Eating earlier after surgery may reduce the length of the postoperative hospital stay and is likely to stimulate gut motility and, therefore, lead to an earlier return of bowel function [26, 27]. It does not make any significant difference regarding nutrient composition except for coffee consumption, which significantly reduced the time to first flatus and time to tolerance of solid foods as well as time to defecation and time to first bowel movement while being well-tolerated and low in cost [2829]. Similar results were generated here in the present study. Time from ileostomy reversal to the first day of regular enteral nutrition as well as time from the first day of regular enteral nutrition to the first day of defecation had a significant impact on bowel movement. The longer the time until the first day of nutrition/defecation, the later the start of proper bowel movement (OR, 1.23; p = 0.003; OR, 1.2; p = 0.005). However, it is unclear whether earlier enteral feeding led to an earlier bowel movement or if the patients did not start eating because of improper bowel functioning linked with vomiting, diarrhea, nausea, and paralysis.

All in all, loop ileostomy reversal is a safe operation with low rates of mortality (0.7%) and major complications, defined as CDC \(\ge\) 3 (7.7%), but a relatively high rate of minor postoperative complications (69.3%), whereas merely the use of oral laxatives or prokinetic agents was considered a complication. Predictors leading to postoperative complications were a higher BMI, delayed time to bowel movement, and primary malignant disease, while stapled anastomoses seemed to be protective.

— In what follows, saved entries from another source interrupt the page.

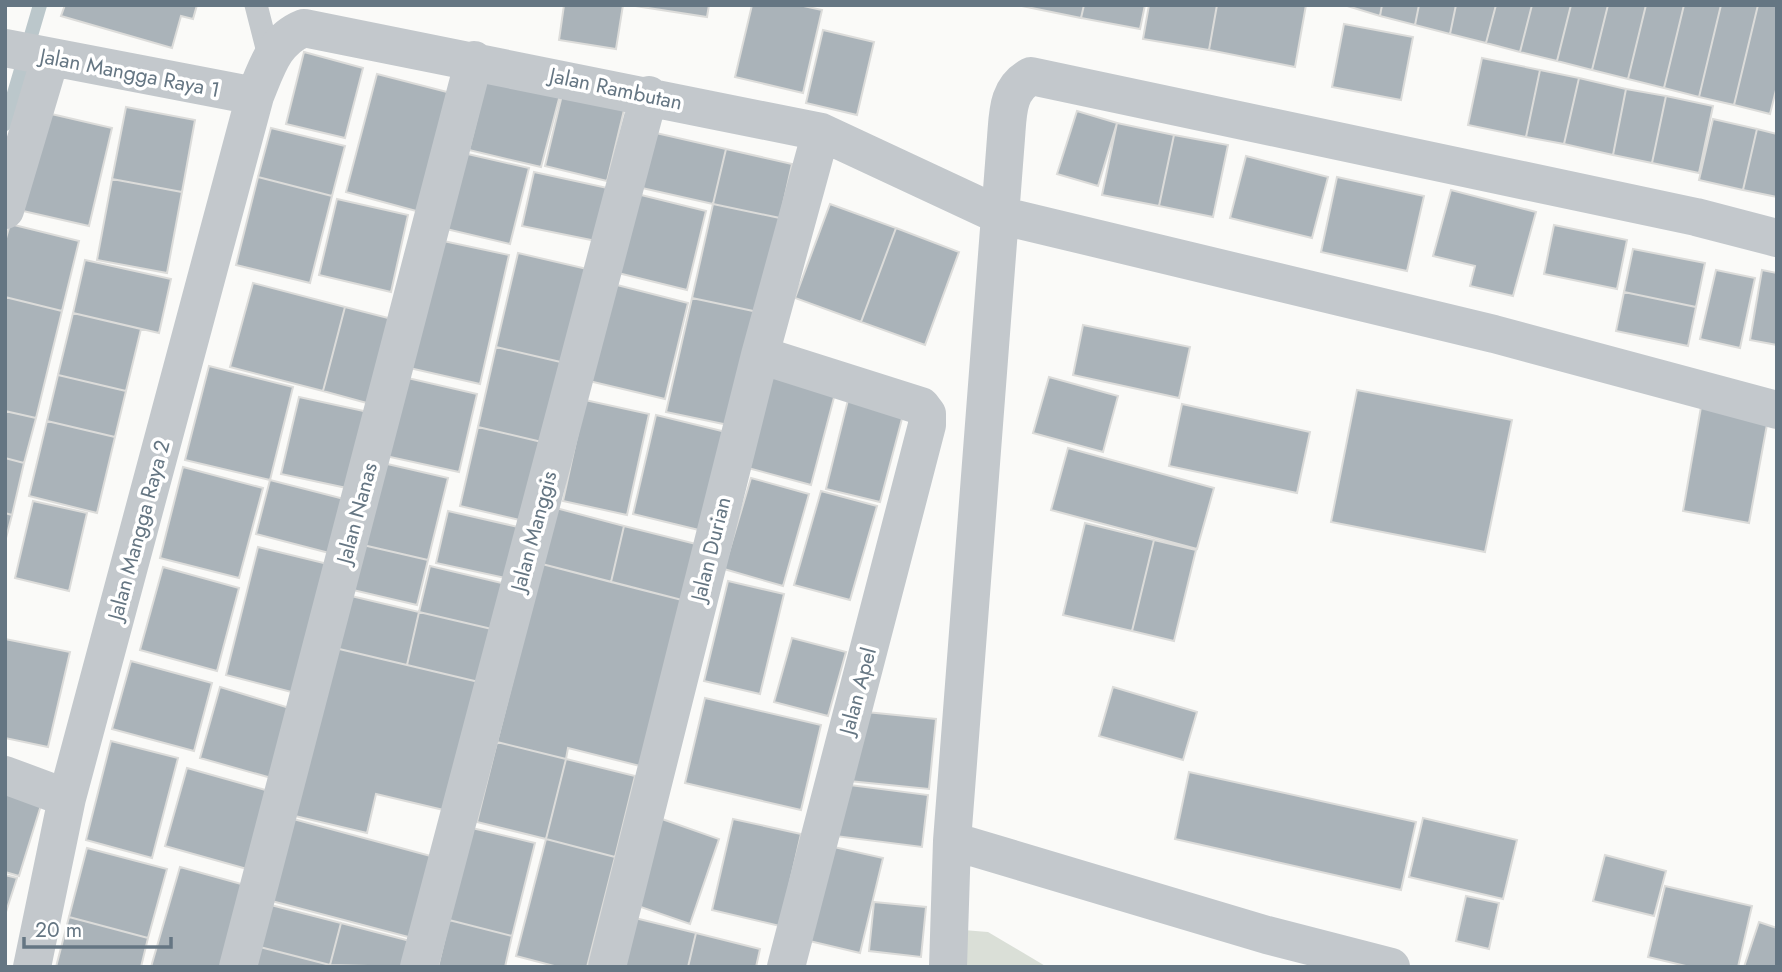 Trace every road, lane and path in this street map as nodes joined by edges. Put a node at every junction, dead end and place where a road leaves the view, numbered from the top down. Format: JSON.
{"nodes":[{"id":1,"x":256,"y":5,"type":"edge"},
{"id":2,"x":26,"y":53,"type":"edge"},
{"id":3,"x":270,"y":60,"type":"junction"},
{"id":4,"x":474,"y":60,"type":"junction"},
{"id":5,"x":649,"y":95,"type":"junction"},
{"id":6,"x":255,"y":96,"type":"junction"},
{"id":7,"x":821,"y":132,"type":"junction"},
{"id":8,"x":5,"y":209,"type":"edge"},
{"id":9,"x":999,"y":215,"type":"junction"},
{"id":10,"x":1777,"y":238,"type":"edge"},
{"id":11,"x":760,"y":355,"type":"junction"},
{"id":12,"x":1777,"y":410,"type":"edge"},
{"id":13,"x":5,"y":775,"type":"edge"},
{"id":14,"x":62,"y":797,"type":"junction"},
{"id":15,"x":953,"y":841,"type":"junction"},
{"id":16,"x":32,"y":967,"type":"edge"},
{"id":17,"x":238,"y":967,"type":"edge"},
{"id":18,"x":419,"y":967,"type":"edge"},
{"id":19,"x":607,"y":967,"type":"edge"},
{"id":20,"x":786,"y":967,"type":"edge"},
{"id":21,"x":948,"y":967,"type":"edge"},
{"id":22,"x":1391,"y":967,"type":"edge"}],
"edges":[{"from":1,"to":3,"type":"lane"},
{"from":2,"to":6,"type":"street","name":"Jalan Mangga Raya 1"},
{"from":2,"to":8,"type":"street"},
{"from":3,"to":4,"type":"street","name":"Jalan Rambutan"},
{"from":3,"to":6,"type":"street","name":"Jalan Rambutan"},
{"from":4,"to":5,"type":"street","name":"Jalan Rambutan"},
{"from":4,"to":17,"type":"street","name":"Jalan Nanas"},
{"from":5,"to":7,"type":"street","name":"Jalan Rambutan"},
{"from":5,"to":18,"type":"street","name":"Jalan Manggis"},
{"from":6,"to":14,"type":"street","name":"Jalan Mangga Raya 2"},
{"from":7,"to":9,"type":"street","name":"Jalan Rambutan"},
{"from":7,"to":11,"type":"street","name":"Jalan Durian"},
{"from":9,"to":10,"type":"street"},
{"from":9,"to":12,"type":"street","name":"Jalan Rambutan"},
{"from":9,"to":15,"type":"street"},
{"from":11,"to":19,"type":"street","name":"Jalan Durian"},
{"from":11,"to":20,"type":"street","name":"Jalan Apel"},
{"from":13,"to":14,"type":"street"},
{"from":14,"to":16,"type":"street","name":"Jalan Mangga Raya 2"},
{"from":15,"to":21,"type":"street"},
{"from":15,"to":22,"type":"street"}]}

Other independent predictors include ASA grade [30, 31], functional status, prolonged operative time, disseminated cancer, history of COPD, dialysis [32], delayed ileostomy reversal [33], and small bowel resection [6]. Furthermore, the two main risk factors for reoperation after loop ileostomy reversal were a higher BMI and anemia [12], while the level of training of the surgeon showed no association with immediate reoperation nor a higher rate of complications [6, 34, 35].

As it is everyone’s right to receive the best possible medical treatment, it is important to ensure good training facilities for the rising generation of doctors. Increasing surgical volume and years of practice are associated with improved performance [36], especially for the first years of learning. Therefore, it is common practice to slowly get residents involved in certain operative procedures by letting them perform increasingly more of the operation step-by-step until they can perform the whole operation. While the different extent of residents’ involvement in the loop ileostomy reversal in this retrospective study must be considered, it does not change the conclusion that it is not only safe but very important to teach residents surgical procedures early in order to enable their maturation into the new generation of skilled surgeons.

Limitations

This study has some limitations. First, data from a small cohort in a retrospective database from a single center were used for the analyses. Second, limitations could also result from the chosen statistical methods. Only parameters that were statistically significant in the univariable analysis were included in the multivariable regression analysis. It is possible that insignificant variables in the univariable analysis became significant in the multivariable analysis using other methods of variable entry, such as forward or backward selection. Third, information on the exact level of resident participation is not included in the operation reports. As such, it is possible that residents only performed parts of the surgery, even when stated as first surgeons; however, it is also possible that they performed parts of the surgeries of attending surgeons.

Conclusion

DLI reversal can be safely performed by surgical residents. Even with an increased surgery time, postoperative morbidity did not differ between the groups. The side-to-side stapled suture technique was utilized significantly more often by attending surgeons and was a statistically significant protective factor for intestinal motility dysfunction. Therefore, whether the benefit of receiving training in end-to-end hand-stitched sutures in a DLI reversal outweighs the improved intestinal motility of a side-to-side stapled suture warrants further consideration.